+++ Source material

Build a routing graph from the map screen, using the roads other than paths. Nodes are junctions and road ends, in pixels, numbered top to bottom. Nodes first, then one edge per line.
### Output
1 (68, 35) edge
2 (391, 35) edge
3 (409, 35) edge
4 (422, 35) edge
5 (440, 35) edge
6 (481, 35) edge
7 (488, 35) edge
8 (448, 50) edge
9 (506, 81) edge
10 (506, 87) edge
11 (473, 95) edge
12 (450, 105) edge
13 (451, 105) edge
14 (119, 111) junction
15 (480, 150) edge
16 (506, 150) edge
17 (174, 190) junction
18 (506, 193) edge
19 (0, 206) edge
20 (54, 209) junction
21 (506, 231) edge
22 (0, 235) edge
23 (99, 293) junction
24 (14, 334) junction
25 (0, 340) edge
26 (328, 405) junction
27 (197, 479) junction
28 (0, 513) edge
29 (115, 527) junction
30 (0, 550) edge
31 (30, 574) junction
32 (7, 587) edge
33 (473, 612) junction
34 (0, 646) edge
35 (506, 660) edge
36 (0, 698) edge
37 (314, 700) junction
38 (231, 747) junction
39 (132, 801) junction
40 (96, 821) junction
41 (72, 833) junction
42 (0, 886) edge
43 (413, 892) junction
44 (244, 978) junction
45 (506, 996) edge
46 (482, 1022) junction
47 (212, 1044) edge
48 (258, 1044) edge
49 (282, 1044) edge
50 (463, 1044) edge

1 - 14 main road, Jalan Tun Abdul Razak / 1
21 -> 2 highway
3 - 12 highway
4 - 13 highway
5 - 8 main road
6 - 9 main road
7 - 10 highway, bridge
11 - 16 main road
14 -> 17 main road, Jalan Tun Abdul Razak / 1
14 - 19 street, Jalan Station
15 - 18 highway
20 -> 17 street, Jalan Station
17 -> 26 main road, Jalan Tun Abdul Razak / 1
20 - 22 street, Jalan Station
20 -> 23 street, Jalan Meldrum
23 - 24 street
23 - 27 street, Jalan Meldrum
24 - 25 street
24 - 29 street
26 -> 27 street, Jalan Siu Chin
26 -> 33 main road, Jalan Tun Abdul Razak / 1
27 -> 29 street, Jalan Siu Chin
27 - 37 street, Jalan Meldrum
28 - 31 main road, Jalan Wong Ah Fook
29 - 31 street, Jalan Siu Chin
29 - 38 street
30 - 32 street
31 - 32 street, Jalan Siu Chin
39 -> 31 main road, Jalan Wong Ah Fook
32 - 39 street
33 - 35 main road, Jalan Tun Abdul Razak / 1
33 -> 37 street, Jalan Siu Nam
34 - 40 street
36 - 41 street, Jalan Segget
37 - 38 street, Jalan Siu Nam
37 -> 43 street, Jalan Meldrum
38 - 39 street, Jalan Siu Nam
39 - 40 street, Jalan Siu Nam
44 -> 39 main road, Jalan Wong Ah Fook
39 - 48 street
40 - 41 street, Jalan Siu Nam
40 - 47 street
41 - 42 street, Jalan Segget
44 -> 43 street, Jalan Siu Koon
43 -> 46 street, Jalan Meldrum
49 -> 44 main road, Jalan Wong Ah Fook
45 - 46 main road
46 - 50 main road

++++++

Which lines above carry the string "Wong"? Copy those lines.

28 - 31 main road, Jalan Wong Ah Fook
39 -> 31 main road, Jalan Wong Ah Fook
44 -> 39 main road, Jalan Wong Ah Fook
49 -> 44 main road, Jalan Wong Ah Fook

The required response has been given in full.